17.7.08

Café matinal


imagem daqui


Aquele homem de meia idade com quem me cruzo diariamente desde á dois meses pela manhã, tem algo de estranho e ao mesmo tempo misterioso, que me confunde profundamente. Não consigo defenir se acorda triste ou apenas amargurado ou se nada disso que eu imagino é verdade. Não parece feliz mas tambem não posso afirmar com certeza que seja infeliz. Tem uma testa altiva que lhe dá serenidade mas os olhos traem-no. A inquietude no olhar e nas mãos é quase permanente. Dirige-se à mesa, senta-se, bebe o café curto com adoçante e volta a sair parecendo ignorar completamente o que o rodeia. Normalmente observo-lhe as mão inquietas e os olhos nervosos, tentando entender-lhe a alma mas acabo por não chegar a nenhuma conclusão quando fixo o olhar por alguns segundos no perfil da face. Parece uma mascara de pedra. Granitica. Nada do que se passe naquele micro-cosmos citadino com odores fortes a torradas queimadas com manteiga, sumo de laranja e café forte, lhe faz mexer um musculo facial que seja. Sinceramente não consigo formular uma opinião acerca dos mistérios que aquele homem transporta mas calculo que sejam muitos e pesados. Acho que a partir de amanhã vou-me dedicar a observar a mulher que entra sempre dois passos atrás, se senta na cadeira ao lado, e terminado o café se levanta uns segundos depois dele, seguindo-o até á rua. Parece ser sua filha mas pode ser tambem a esposa ou namorada ou mesmo amante. Pode até ser uma colega de trabalho ou simplesmente uma secretária dedicada pois é ela que paga o café todas as manhãs. È muito jovem ela e ainda mais bonita. Usa um perfume de jasmim que combina mal com a sensualidade urbana que transpira em cada curva do corpo. Tem lábios atrevidos e peito proporcionado. Usa saias curtas e justas e por vezes esquece de fechar os ultimos botões do decote. Tem olhos grandes e escuros ela, que como focos de luz percorrem toda a sala procurando outros olhos onde se fixarem. Tenho a certeza que muitas vezes procura exatamente os meus para aquele exercicio estranho mas normalmente evito olhá-la porque me desconcerta e incomoda mas amanhã vou resistir aquele fogo que queima e tentar conseguir atravéz deles, desvendar os mistérios que aquele homem oculta e que tanto me deixam intrigado.

4 comentários:

Sombra de Anja disse...

O que a solidão não faz!
É acompanhada por um café curto, um sumo de laranja e uma troca de olhares fervorosos.
A fuga de si mesmo para um outrem é uma luta constante do ser humano enigmaticamente inteligente.
Por mais que uma pétala de vento açoite tua face, o conjunto delas se enamorará pela tua mente.

Texto belíssimo.
Beijo docemente angelical

Jácome D`Alva disse...

Anja,

nem sempre a solidão é uma imposição externa. Tambem é uma opção consciente e assumida.
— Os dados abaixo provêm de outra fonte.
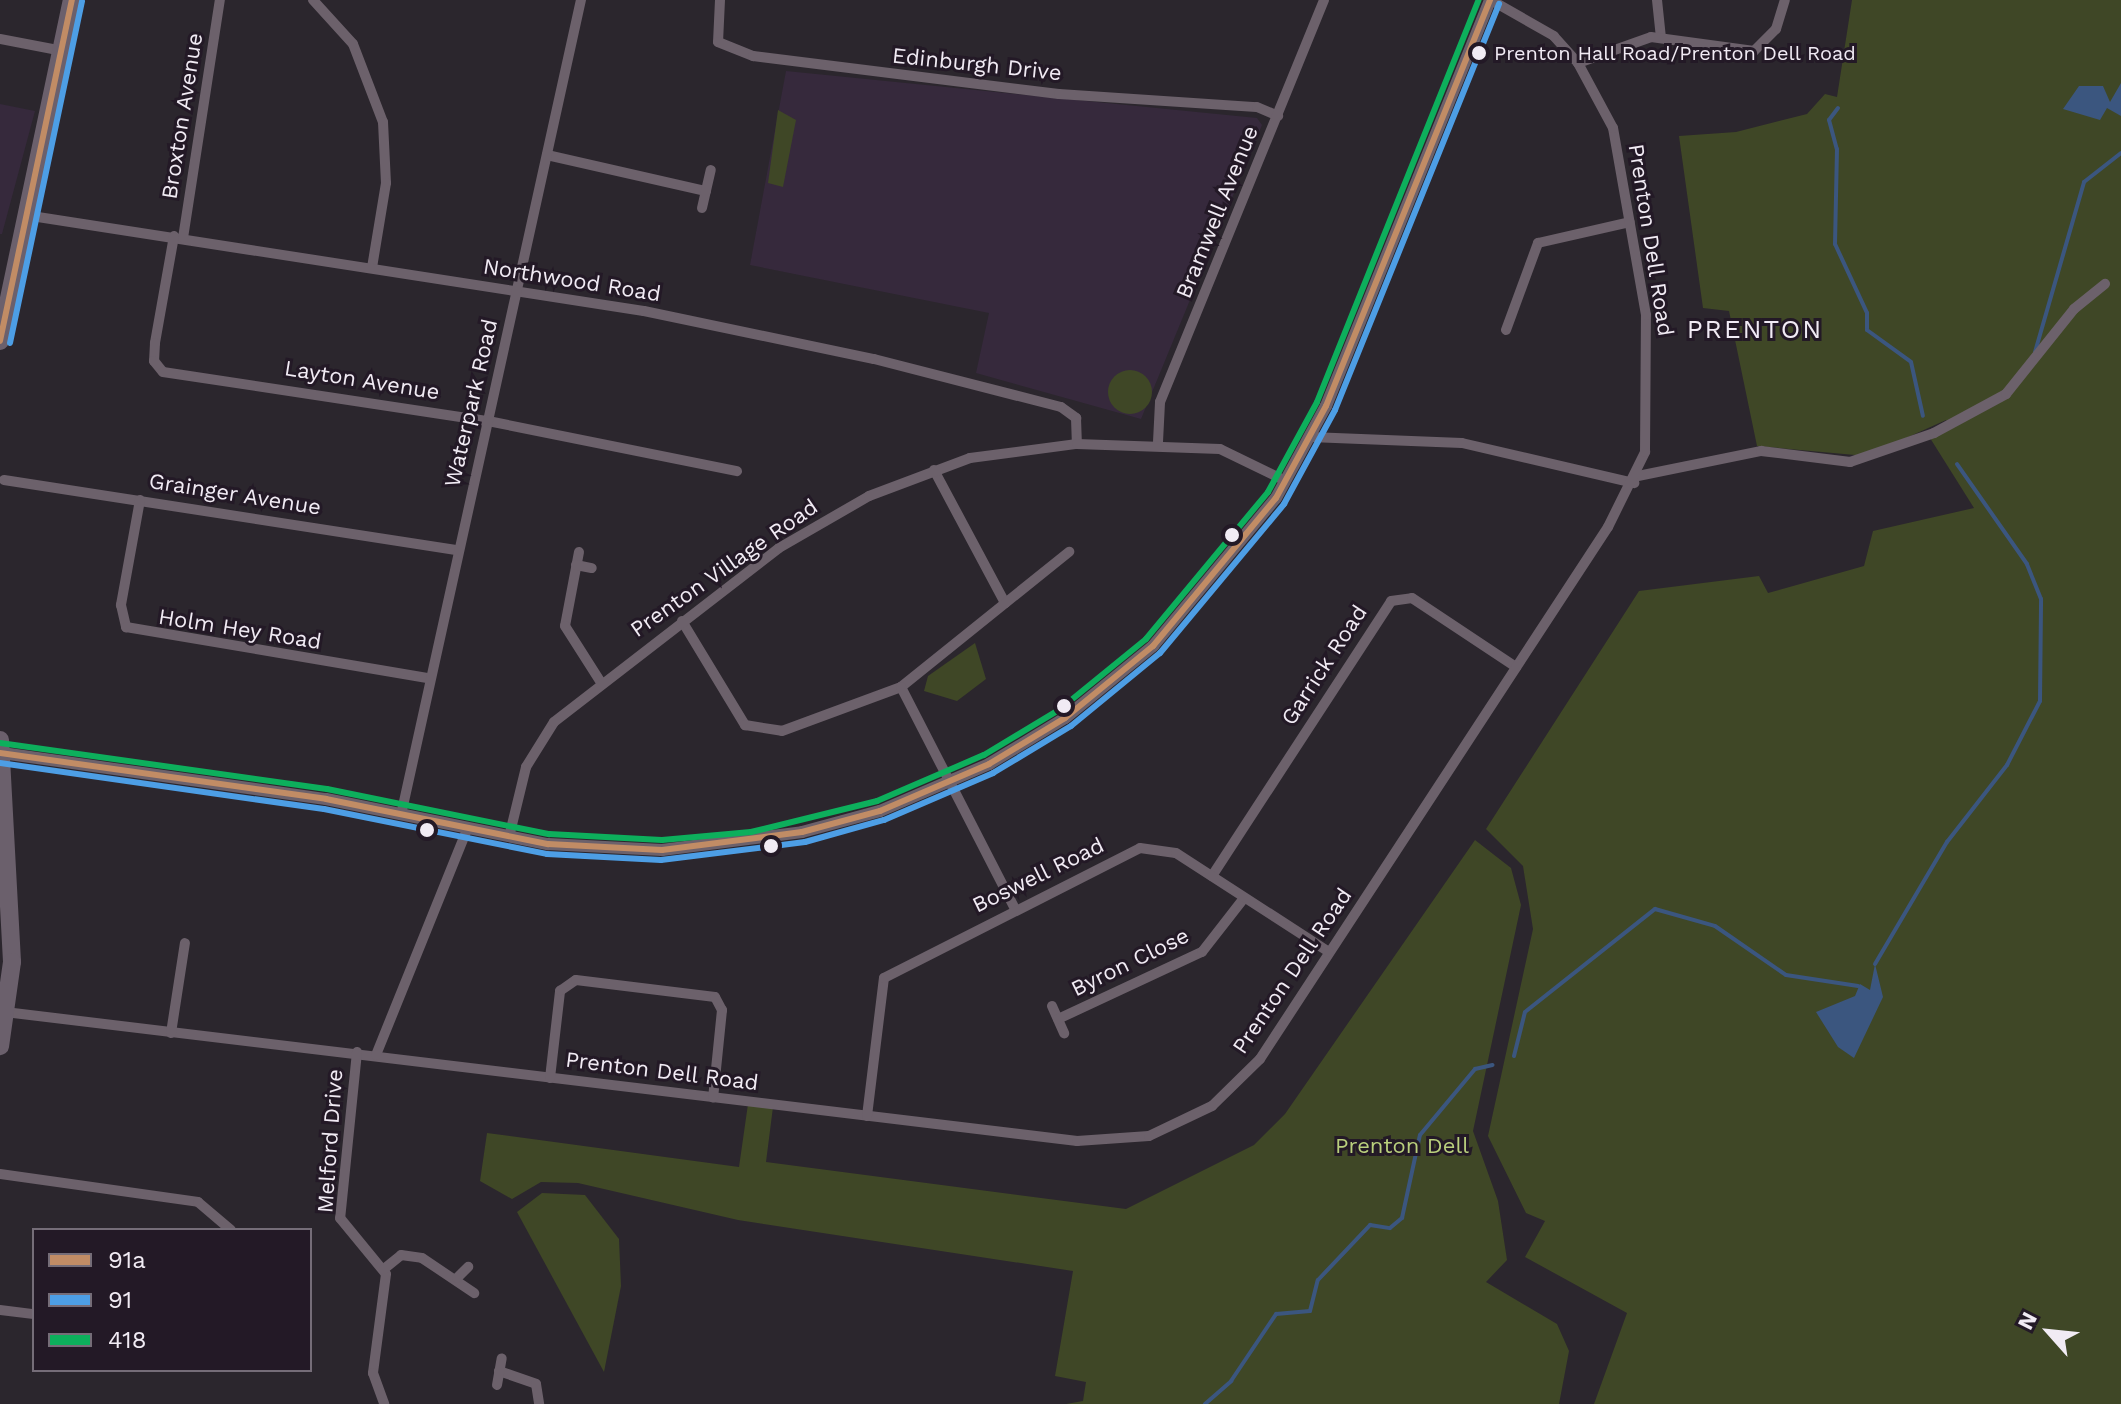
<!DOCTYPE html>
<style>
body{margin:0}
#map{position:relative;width:2121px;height:1404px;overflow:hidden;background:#2b262d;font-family:"Work Sans",sans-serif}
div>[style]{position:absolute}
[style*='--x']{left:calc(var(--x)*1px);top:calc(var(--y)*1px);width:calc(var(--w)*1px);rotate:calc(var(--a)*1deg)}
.built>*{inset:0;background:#36293c}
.green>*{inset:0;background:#3f4726}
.round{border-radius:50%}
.water>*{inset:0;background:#3b567f}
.stream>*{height:4px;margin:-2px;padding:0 2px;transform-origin:2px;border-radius:2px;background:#3b567f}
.minor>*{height:10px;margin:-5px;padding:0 5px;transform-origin:5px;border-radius:5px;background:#6c616b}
.tertiary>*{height:12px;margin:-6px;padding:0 6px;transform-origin:6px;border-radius:6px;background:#6c616b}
.trunk>*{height:18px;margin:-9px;padding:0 9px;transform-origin:9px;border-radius:9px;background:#6b606c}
.bus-1>*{height:6px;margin:-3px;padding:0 3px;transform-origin:3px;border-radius:3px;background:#c18c65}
.bus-2>*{height:6px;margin:-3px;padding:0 3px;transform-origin:3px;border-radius:3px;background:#4d9ee5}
.bus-3>*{height:6px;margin:-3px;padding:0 3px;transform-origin:3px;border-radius:3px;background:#0daf5c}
.dots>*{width:22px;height:22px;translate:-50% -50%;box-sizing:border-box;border:4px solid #231926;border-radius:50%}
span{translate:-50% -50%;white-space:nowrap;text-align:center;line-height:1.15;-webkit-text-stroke:6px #231926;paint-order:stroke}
.bus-label{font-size:20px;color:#f1ebf4}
.left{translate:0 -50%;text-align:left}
.street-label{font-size:22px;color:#f1ebf4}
.park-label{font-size:22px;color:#bad07d}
.quarter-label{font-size:26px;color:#f1ebf4;letter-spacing:2px}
.legend{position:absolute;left:32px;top:1228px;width:280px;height:144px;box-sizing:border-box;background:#231926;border:2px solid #756d78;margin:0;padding:10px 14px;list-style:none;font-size:24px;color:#f1ebf4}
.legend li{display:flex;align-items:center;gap:16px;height:40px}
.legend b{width:40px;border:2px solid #756d78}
.north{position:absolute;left:2009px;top:1292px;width:80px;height:80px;-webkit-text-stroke:6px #231926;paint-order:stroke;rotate:297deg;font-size:22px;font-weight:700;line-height:32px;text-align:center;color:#f1ebf4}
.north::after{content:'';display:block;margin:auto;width:28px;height:36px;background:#f1ebf4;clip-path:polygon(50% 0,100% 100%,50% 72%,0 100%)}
</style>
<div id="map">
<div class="built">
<i style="clip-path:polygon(786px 71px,1257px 118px,1262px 125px,1141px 419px,976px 373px,989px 313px,750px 265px)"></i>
<i style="clip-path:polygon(0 104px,35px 111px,2px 234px,0 234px)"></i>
</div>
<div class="green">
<i style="clip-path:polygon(1852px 0,2121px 0,2121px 1404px,1594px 1404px,1627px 1313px,1525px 1257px,1545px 1221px,1526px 1213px,1488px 1136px,1533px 929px,1523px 866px,1486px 829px,1639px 591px,1759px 576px,1768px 593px,1864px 566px,1873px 531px,1974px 508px,1930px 438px,1953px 428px,1946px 420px,1866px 456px,1757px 446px,1729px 311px,1703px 308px,1679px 136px,1736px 132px,1807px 114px,1825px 94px,1837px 97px)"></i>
<i style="clip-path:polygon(778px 110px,796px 120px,783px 187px,768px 183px)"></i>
<i class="round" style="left:1108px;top:370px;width:44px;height:44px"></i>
<i style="clip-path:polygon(975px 643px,986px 679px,957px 701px,924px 691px,928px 676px)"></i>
<i style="clip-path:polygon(1475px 840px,1511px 868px,1521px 905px,1473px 1131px,1498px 1201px,1507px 1260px,1486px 1282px,1557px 1324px,1569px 1351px,1559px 1404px,1066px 1404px,1083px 1401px,1086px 1382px,1055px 1376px,1073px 1271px,738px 1220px,578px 1183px,541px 1182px,512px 1199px,480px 1181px,487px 1133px,739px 1167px,748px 1104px,773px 1107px,766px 1162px,1126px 1209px,1254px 1145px,1285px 1114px)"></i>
<i style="clip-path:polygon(542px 1193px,585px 1195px,619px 1239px,621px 1286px,604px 1372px,517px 1212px)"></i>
</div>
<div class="water">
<i style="clip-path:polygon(2121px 83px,2121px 116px,2107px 108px,2100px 120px,2063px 109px,2079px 86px,2103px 86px,2110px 102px)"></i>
<i style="clip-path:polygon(1875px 964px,1883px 997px,1854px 1058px,1838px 1047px,1816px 1012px,1855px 996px,1860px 984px,1870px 990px)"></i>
</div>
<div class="stream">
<i style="--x:1838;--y:108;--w:15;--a:127"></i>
<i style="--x:1829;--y:120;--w:30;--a:75"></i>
<i style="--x:1837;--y:149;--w:95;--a:91.2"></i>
<i style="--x:1835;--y:244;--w:76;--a:65.1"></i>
<i style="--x:1867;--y:313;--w:17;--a:90"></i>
<i style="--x:1867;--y:330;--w:54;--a:36"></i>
<i style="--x:1911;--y:362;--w:55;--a:77.5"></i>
<i style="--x:2035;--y:352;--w:177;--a:-73.9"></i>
<i style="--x:2084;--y:182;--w:47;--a:-38.1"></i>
<i style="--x:1875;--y:964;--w:142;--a:-59.5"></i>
<i style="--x:1947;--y:842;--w:98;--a:-52.1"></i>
<i style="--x:2007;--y:765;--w:72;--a:-62.7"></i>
<i style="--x:2040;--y:701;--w:102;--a:-89.4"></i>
<i style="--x:2041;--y:599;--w:38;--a:-112"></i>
<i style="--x:2027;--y:564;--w:122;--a:-125"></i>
<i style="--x:1514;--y:1056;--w:45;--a:-76"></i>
<i style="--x:1525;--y:1012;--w:166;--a:-38.4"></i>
<i style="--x:1655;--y:909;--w:62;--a:15.8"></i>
<i style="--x:1715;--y:926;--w:86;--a:34.6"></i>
<i style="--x:1786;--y:975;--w:73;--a:8.7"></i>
<i style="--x:1205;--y:1404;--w:35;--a:-41"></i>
<i style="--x:1231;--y:1381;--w:81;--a:-56.1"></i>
<i style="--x:1276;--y:1314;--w:34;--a:-5"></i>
<i style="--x:1310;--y:1311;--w:32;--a:-76"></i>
<i style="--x:1318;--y:1280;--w:76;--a:-46.6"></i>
<i style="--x:1370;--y:1225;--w:20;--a:9"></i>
<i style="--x:1390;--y:1228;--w:16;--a:-40"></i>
<i style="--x:1402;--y:1218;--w:85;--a:-77.8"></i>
<i style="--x:1420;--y:1135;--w:86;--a:-50.2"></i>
<i style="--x:1475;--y:1069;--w:18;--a:-13"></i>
</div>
<div class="minor">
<i style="--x:313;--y:0;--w:59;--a:47.7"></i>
<i style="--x:353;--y:44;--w:84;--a:69"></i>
<i style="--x:383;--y:122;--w:61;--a:87.2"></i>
<i style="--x:386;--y:183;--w:86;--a:99.4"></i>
<i style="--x:720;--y:0;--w:42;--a:92.7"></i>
<i style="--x:718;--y:42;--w:38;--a:22"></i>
<i style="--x:753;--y:56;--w:308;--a:7.1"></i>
<i style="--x:1059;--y:94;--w:198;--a:3.8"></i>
<i style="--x:1257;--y:107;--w:23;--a:23"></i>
<i style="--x:1657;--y:0;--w:38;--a:84"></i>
<i style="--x:0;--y:39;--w:64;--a:10.8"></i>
<i style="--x:1578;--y:63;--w:77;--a:-19.6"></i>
<i style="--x:1651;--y:37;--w:104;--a:7.7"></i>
<i style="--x:1754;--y:51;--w:31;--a:-45"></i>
<i style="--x:1776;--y:29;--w:30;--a:-73"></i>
<i style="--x:547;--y:155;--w:163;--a:12.8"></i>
<i style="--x:702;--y:208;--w:39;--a:-77"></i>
<i style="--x:25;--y:215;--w:626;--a:8.82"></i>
<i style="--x:644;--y:311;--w:235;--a:11.8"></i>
<i style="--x:874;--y:359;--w:193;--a:14.4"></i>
<i style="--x:1061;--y:407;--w:19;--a:36"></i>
<i style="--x:1076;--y:418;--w:26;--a:88"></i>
<i style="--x:174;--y:236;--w:109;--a:100.1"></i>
<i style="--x:155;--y:343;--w:18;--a:93"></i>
<i style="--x:154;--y:361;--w:14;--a:51"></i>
<i style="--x:163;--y:372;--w:329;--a:8.6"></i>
<i style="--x:488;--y:421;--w:254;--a:11.4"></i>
<i style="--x:183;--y:238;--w:241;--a:-81.2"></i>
<i style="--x:1506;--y:330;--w:93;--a:-69.8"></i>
<i style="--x:1538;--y:243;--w:94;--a:-12.9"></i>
<i style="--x:1310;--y:437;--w:152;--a:2.3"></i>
<i style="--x:1462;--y:443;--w:177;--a:13.1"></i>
<i style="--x:1158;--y:442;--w:40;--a:-87.1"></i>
<i style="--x:1160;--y:402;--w:434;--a:-67.8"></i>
<i style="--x:934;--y:470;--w:151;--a:61.9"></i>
<i style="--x:1638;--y:476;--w:126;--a:-11.5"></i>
<i style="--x:1761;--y:451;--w:90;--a:7"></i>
<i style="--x:1850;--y:462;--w:89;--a:-19"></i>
<i style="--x:1934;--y:433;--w:82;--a:-28.4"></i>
<i style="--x:2006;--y:394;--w:109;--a:-51.3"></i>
<i style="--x:2074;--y:309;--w:40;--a:-39"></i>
<i style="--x:4;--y:480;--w:459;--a:8.8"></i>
<i style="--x:140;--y:500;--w:107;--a:100.3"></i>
<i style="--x:121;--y:605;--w:23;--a:77"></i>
<i style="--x:126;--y:627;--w:307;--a:9.6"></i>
<i style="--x:579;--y:552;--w:75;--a:100.7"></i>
<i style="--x:565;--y:626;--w:65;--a:57.5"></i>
<i style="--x:576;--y:565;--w:16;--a:11"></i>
<i style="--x:682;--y:621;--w:122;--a:58.8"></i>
<i style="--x:745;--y:725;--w:37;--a:9"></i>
<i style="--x:782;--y:731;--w:127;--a:-20.3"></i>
<i style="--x:901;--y:687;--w:216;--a:-38.8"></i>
<i style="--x:901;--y:687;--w:247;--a:62.8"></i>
<i style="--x:401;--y:815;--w:835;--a:-77.55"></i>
<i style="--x:509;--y:837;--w:72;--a:-76.3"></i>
<i style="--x:526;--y:767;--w:53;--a:-58.1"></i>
<i style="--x:554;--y:722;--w:284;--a:-37.7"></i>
<i style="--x:779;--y:548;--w:104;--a:-30"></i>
<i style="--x:869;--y:496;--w:108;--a:-20.6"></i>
<i style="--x:970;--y:458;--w:108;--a:-7.5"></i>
<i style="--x:1077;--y:444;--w:143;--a:2"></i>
<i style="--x:1220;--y:449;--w:73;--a:25.9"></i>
<i style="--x:1212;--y:876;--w:328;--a:-56.9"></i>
<i style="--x:1391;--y:601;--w:21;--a:-8"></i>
<i style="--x:1412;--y:598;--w:125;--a:33.6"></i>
<i style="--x:1052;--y:1006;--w:30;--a:66"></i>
<i style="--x:5;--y:1012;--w:1080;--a:6.86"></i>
<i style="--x:1077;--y:1141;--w:72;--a:-4"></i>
<i style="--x:1149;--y:1136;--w:70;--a:-25.5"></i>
<i style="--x:1212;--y:1106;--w:67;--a:-44.4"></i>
<i style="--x:1260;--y:1059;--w:636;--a:-56.81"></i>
<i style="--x:1608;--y:527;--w:84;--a:-63.7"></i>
<i style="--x:1645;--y:452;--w:137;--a:-89.6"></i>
<i style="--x:1646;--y:315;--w:190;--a:-100"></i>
<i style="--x:1613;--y:128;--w:74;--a:-118.3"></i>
<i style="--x:1578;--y:63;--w:36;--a:-132"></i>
<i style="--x:1554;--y:36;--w:73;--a:-150.3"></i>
<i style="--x:1058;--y:1019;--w:159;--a:-25"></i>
<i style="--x:1202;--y:952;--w:68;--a:-52.1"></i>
<i style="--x:171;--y:1033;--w:91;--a:-81.2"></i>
<i style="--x:357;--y:1052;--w:167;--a:95.8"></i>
<i style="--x:340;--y:1218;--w:72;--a:50.6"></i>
<i style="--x:386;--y:1274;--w:100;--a:97.5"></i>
<i style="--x:373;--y:1373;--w:33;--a:70"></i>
<i style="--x:376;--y:1055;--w:243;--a:-68"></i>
<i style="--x:550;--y:1078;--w:88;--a:-83.4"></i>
<i style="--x:560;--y:991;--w:19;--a:-35"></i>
<i style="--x:576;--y:980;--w:140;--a:7"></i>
<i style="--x:715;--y:997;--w:15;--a:62"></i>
<i style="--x:722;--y:1010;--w:88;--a:95.8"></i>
<i style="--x:867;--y:1116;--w:139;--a:-83"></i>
<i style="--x:884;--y:978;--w:287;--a:-26.9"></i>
<i style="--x:1140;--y:848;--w:36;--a:8"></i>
<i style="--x:1176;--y:853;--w:182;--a:32.9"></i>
<i style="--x:0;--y:1174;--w:200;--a:8"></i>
<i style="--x:198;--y:1202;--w:43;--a:40.3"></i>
<i style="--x:384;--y:1269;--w:22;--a:-39"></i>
<i style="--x:401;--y:1255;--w:21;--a:8"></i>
<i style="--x:422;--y:1258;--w:63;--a:33.9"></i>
<i style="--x:457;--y:1278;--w:16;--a:-45"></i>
<i style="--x:0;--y:1310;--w:34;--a:7"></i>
<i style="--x:499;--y:1371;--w:39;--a:19"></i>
<i style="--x:536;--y:1384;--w:20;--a:81"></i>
<i style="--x:497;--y:1385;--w:27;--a:-80"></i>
</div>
<div class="tertiary">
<i style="--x:2;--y:753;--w:327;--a:8.1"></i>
<i style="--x:326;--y:799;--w:227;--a:11.5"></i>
<i style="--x:548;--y:844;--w:114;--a:3"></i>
<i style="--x:662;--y:850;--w:141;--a:-7.3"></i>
<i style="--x:802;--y:832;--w:81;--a:-15.1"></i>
<i style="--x:880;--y:811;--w:119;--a:-23.3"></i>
<i style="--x:989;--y:764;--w:89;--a:-31.2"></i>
<i style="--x:1065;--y:718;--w:114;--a:-39.3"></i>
<i style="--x:1153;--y:646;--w:192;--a:-50.3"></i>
<i style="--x:1276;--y:498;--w:105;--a:-61.5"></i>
<i style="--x:1326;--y:406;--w:438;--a:-68"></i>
</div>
<div class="trunk">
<i style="--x:0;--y:341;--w:349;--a:-78.1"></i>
<i style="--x:0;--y:740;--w:222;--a:86.9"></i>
<i style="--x:12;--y:962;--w:85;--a:98.1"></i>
</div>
<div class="bus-1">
<i style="--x:0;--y:341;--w:349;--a:-78.1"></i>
<i style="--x:0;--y:753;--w:329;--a:8"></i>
<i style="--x:326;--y:799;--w:227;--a:11.5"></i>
<i style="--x:548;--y:844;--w:114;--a:3"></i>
<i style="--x:662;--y:850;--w:141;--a:-7.3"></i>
<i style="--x:802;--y:832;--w:81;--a:-15.1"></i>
<i style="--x:880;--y:811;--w:119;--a:-23.3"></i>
<i style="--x:989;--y:764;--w:89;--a:-31.2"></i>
<i style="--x:1065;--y:718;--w:114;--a:-39.3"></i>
<i style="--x:1153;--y:646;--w:192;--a:-50.3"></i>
<i style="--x:1276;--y:498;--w:105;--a:-61.5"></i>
<i style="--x:1326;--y:406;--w:438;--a:-68"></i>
</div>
<div class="bus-2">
<i style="--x:10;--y:343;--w:349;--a:-78.1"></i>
<i style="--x:0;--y:763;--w:327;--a:8.1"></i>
<i style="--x:324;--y:809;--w:227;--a:11.4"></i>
<i style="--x:547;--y:854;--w:114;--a:3"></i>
<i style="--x:661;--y:860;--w:145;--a:-7.1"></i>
<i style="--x:805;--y:842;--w:82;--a:-15.6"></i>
<i style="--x:884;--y:820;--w:119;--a:-23.3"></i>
<i style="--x:993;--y:773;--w:91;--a:-31.1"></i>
<i style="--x:1071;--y:726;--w:115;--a:-39.4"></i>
<i style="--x:1160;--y:653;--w:194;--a:-50.2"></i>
<i style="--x:1284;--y:504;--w:107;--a:-61.5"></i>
<i style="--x:1335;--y:410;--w:438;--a:-68"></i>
</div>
<div class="bus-3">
<i style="--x:0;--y:743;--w:330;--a:8"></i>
<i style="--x:327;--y:789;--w:227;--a:11.5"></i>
<i style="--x:549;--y:834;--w:113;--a:3"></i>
<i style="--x:662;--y:840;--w:89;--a:-5.1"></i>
<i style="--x:751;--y:832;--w:130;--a:-13.8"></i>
<i style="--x:877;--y:801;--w:116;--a:-23.3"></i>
<i style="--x:984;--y:755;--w:87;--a:-31"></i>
<i style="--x:1059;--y:710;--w:112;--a:-39.2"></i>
<i style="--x:1146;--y:639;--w:191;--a:-50.3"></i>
<i style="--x:1268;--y:492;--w:102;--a:-61.4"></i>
<i style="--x:1317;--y:402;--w:433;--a:-68.1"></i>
</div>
<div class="dots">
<i style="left:1479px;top:53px;background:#f1ebf4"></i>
<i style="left:1232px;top:535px;background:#f1ebf4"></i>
<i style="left:1064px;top:706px;background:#f1ebf4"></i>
<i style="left:427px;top:830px;background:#f1ebf4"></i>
<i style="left:771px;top:846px;background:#f1ebf4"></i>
</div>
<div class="bus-label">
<span class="left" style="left:1494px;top:53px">Prenton Hall Road/Prenton Dell Road</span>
</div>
<div class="street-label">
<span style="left:977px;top:64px;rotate:6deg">Edinburgh Drive</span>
<span style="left:182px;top:116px;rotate:-81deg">Broxton Avenue</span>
<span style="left:1217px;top:212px;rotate:-68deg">Bramwell Avenue</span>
<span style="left:1651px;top:240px;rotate:81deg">Prenton Dell Road</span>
<span style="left:572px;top:280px;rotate:9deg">Northwood Road</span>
<span style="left:362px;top:380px;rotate:9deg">Layton Avenue</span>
<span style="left:471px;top:403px;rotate:-77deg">Waterpark Road</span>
<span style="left:235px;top:494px;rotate:9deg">Grainger Avenue</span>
<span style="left:724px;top:568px;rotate:-35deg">Prenton Village Road</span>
<span style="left:240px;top:629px;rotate:9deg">Holm Hey Road</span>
<span style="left:1324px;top:665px;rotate:-57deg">Garrick Road</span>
<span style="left:1038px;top:875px;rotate:-26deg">Boswell Road</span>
<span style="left:1130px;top:962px;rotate:-26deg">Byron Close</span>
<span style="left:1292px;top:971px;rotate:-56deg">Prenton Dell Road</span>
<span style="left:662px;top:1071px;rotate:7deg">Prenton Dell Road</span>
<span style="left:330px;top:1141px;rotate:-86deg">Melford Drive</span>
</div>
<div class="park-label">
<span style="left:1402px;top:1146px">Prenton Dell</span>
</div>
<div class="quarter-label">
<span style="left:1755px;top:330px">PRENTON</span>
</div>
<ul class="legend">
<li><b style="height:10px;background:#c18c65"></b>91a</li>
<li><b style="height:10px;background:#4d9ee5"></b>91</li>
<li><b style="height:10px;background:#0daf5c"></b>418</li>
</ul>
<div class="north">N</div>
</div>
O homem do café que aparenta tantas contradições nunca será um homem vazio, pois elas abrem-lhe um leque interminável de opções. Provávelmente conhece-as todas e as que não conhece o tempo se encarregará de lhe mostar.

Resta-lhe o momento da decisão.

Que tanto poderá ser ficar como partir. Uma e outra poderão ser sempre entendidas como fugas dependendo do ponto de vista de quem as analisa.

um beijo

Sombra de Anja disse...

Caro Jácome,
Claramente que as contradições (para um homem inteligente) podem tornar-se num leque infindável de escolhas e decisões.
Se o homem do café é feliz? Não sei...não o conheço...nem a alma dele.
Se a mulher que paga o café é infeliz? Não sei...nunca a vi sorrir.
Mas sei que, decisões não são fugas e nem desculpas mal paridas, mas sim parte do que somos, do que nos tornamos.

Reitero...o texto é belíssimo.

Bjs angelicais

Jácome D`Alva disse...

Introduzes um elemento semantico novo na questão. Desculpas. Mal paridas.

Elevamos assim a retórica para uns niveis acima do "ground level" meramente observador e entramos no plano inquisitório dos julgamentos de personalidade.

Não sei porquê mas sinto-me... réu!!!

um beijo

PS:
Adoro debater contigo... quase tanto como apanhar a tua boleia nos passeios celestiais!